На пути, соединяющем верхнее и нижнее Бергамо, среди тенистых садов и каменных стен, увитых глициниями, расположилась «Академия», заключающая в себе картинные галереи Каррара, Локис и Морелли. Многое делает это собрание одним из интереснейших в Италии. Жаждущий «находок» не без пользы проведет часы в маломодных залах бергамской Академии. Не взывают ли к его критической проницательности особенно многочисленные в ней и неясные «джорджонески»? Не ожидают ли его приговоров «Орфей и Эвридика» или юный и женственный Иоанн Евангелист, в котором даже Морелли и Фриццони не пожелали угадать феррарца Эрколе Роберти. Дух критической переоценки положительно витает здесь, как некое спиритуальное наследие величайшего dilettanto[280] нашей эпохи. Но, кроме того, и вполне реальное богатое наследство оставил после себя знаменитый критик: при виде Лионелло д’Эстэ работы Пизанелло, при виде боттичеллиевского портрета Джулиано Медичи собиратель может только вздохнуть о тех временах, когда не залы публичной галереи, существующей для всех и ни для кого, но свой дом еще возможно было населить такими шедеврами.
Джованни Морелли был страстным собирателем, это объясняет в нем многое, может быть главное. Опытное изучение картин, основу которого он положил в своих книгах, родилось из его собирательского опыта. Когда в 80-х годах вышли в свет под будто бы русским псевдонимом Ivan Lermolieff его первые книги, полные весьма ядовитых суждений по адресу авторитетнейших хранителей немецких галерей, то был голос практика ради самого себя, а не ради каких-либо общих выводов проделавшего увлекательную работу художественного распознавания. Морелли был естествоиспытателем по образованию, врачом по профессии. Методы точных наук как будто бы дали ему в руки могущественнейшее исследовательское оружие. Они позволили ему сохранить перед картинами необходимое критическое хладнокровие. Морелли впервые взглянул на старых мастеров не чужими, но собственными глазами, испытанными к тому же в точном наблюдении. Биографическая легенда и культурно-историческая характеристика отошли для него на второй план, уступая место факту картины, единственному достоверному объекту исследования. И в этом факте существеннейшим для «эстетической морфологии» оказалось как раз второстепенное, устойчивейшим — случайное, характернейшим — непроизвольное.

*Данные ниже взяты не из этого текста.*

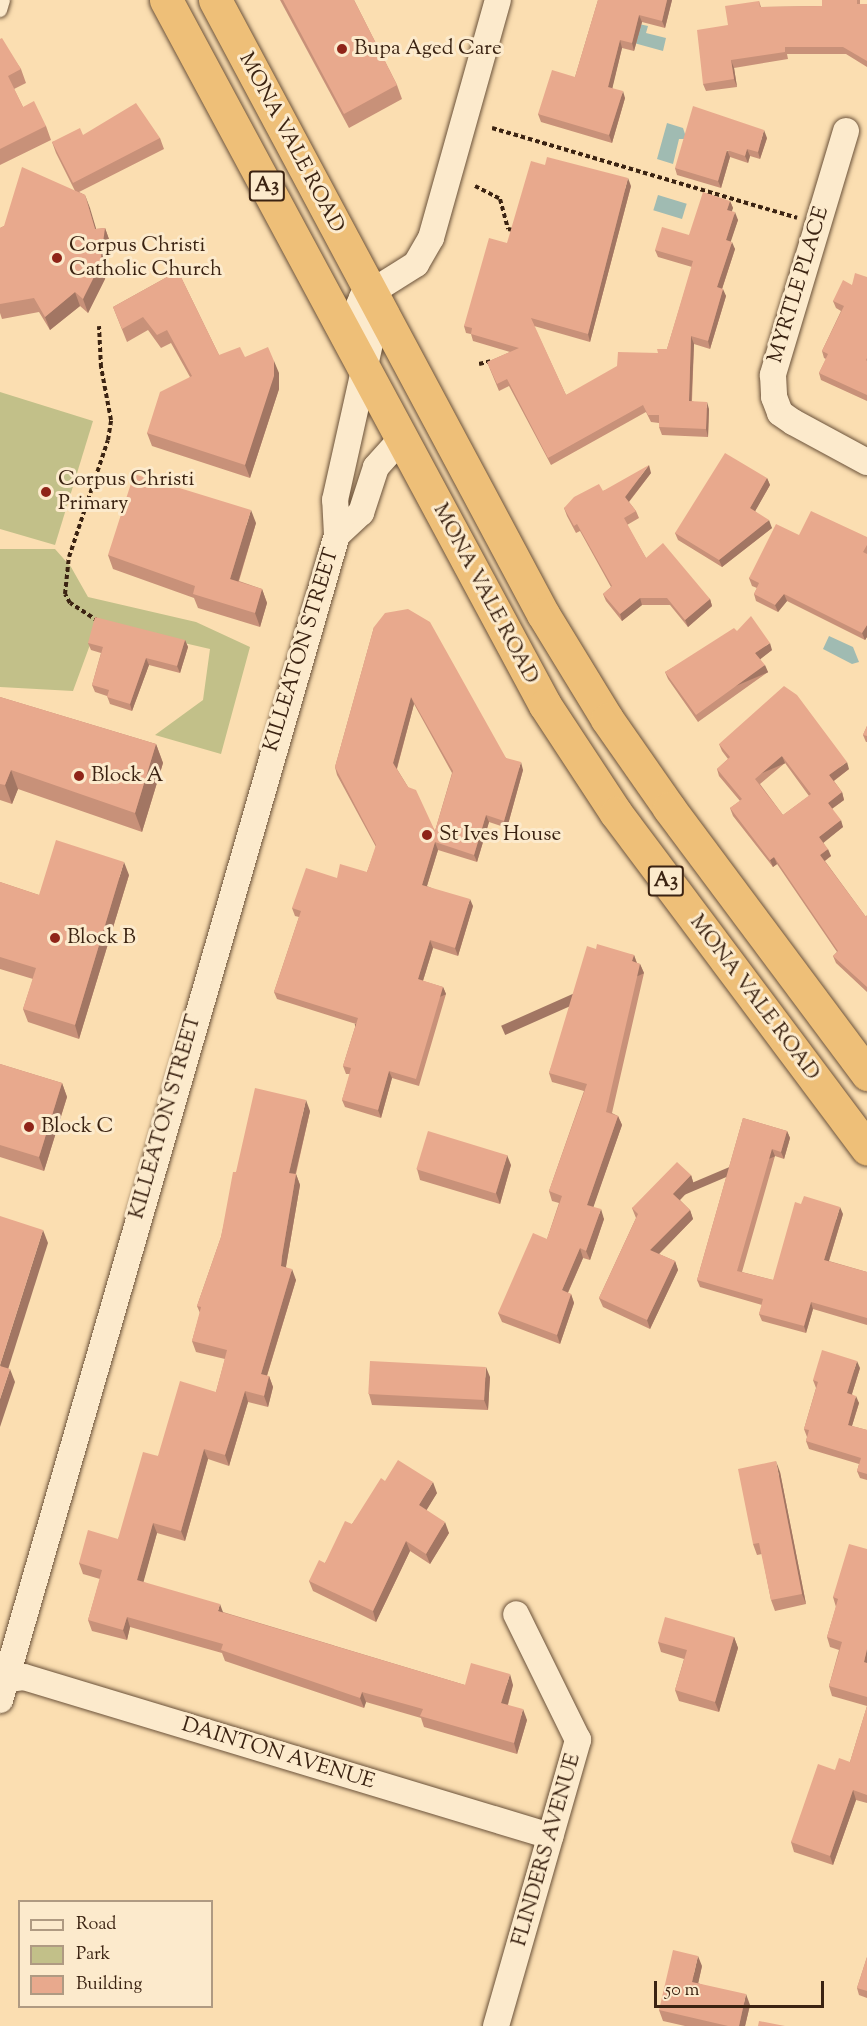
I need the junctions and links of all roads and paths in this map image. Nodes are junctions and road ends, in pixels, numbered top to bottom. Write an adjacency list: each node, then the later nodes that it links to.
1 (3, 0): 5 (lane)
2 (166, 0): 15 (highway, MONA VALE ROAD / A3)
3 (215, 0): 11 (highway, MONA VALE ROAD / A3)
4 (498, 0): 11 (street)
5 (0, 10)
6 (492, 128): 9 (path)
7 (846, 131): 9 (street, MYRTLE PLACE)
8 (475, 186): 10 (path)
9 (818, 224): 17 (street, MYRTLE PLACE)
10 (519, 232)
11 (371, 292): 15 (street, KILLEATON STREET); 20 (highway, MONA VALE ROAD / A3)
12 (99, 326): 19 (path)
13 (495, 361): 14 (path)
14 (479, 364)
15 (366, 372): 16 (highway, MONA VALE ROAD / A3); 18 (street, KILLEATON STREET)
16 (402, 438): 18 (street, KILLEATON STREET); 21 (highway, MONA VALE ROAD / A3)
17 (867, 462)
18 (337, 535): 23 (street, KILLEATON STREET)
19 (104, 623)
20 (867, 1074)
21 (862, 1133)
22 (516, 1614): 24 (street, FLINDERS AVENUE)
23 (2, 1686): 24 (street, DAINTON AVENUE)
24 (550, 1836): 25 (street, FLINDERS AVENUE)
25 (496, 2026)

Сущность «мореллианизма» состояла в открытии, что типичными и определяющими для каждого художника оставались те части картины, где он менее всего проявлял сознательную свою волю и более всего предавался инстинкту или традиции. При всем глубоком будто бы индивидуализме мастера Возрождения не индивидуализировали до конца некоторых важных частностей лица или фигуры. Многие из них писали всегда одну и ту же руку, и почти все повторяли однажды нарисовавшееся им ухо, без колебаний снабжая им самые разнообразные головы. К этим двум морфологическим признакам (помимо многих еще других) охотно прибегал Морелли в своих метко нацеленных распознаваниях. Труднейшие и сложнейшие случаи «атрибуции» были разрешены благодаря им. Но то были лишь окончательные удары, которым всегда предшествовали полностное изучение художника во всех его проявлениях и внимательная проверка всей его документальной истории. Морелли делал выводы лишь на основании целого ряда сопоставлений, в которых морфологические признаки занимали как раз то надлежащее место, какое отводил им его верный инстинкт. Внутреннее убеждение, на которое нельзя было, конечно, открыто сослаться столь объективному критику, играло здесь все-таки главную роль, и, если кто-либо попытался бы уж очень настойчиво ухватиться за пресловутые, вызвавшие столько насмешек «пальцы» и «уши» мореллианизма, тот, несомненно, извлек бы на свет не какой-нибудь доступный всем и каждому определительный прием, но своего рода «тайную доктрину», интуитивное знание, годное, увы, опять-таки лишь для немногих, избранных и посвященных.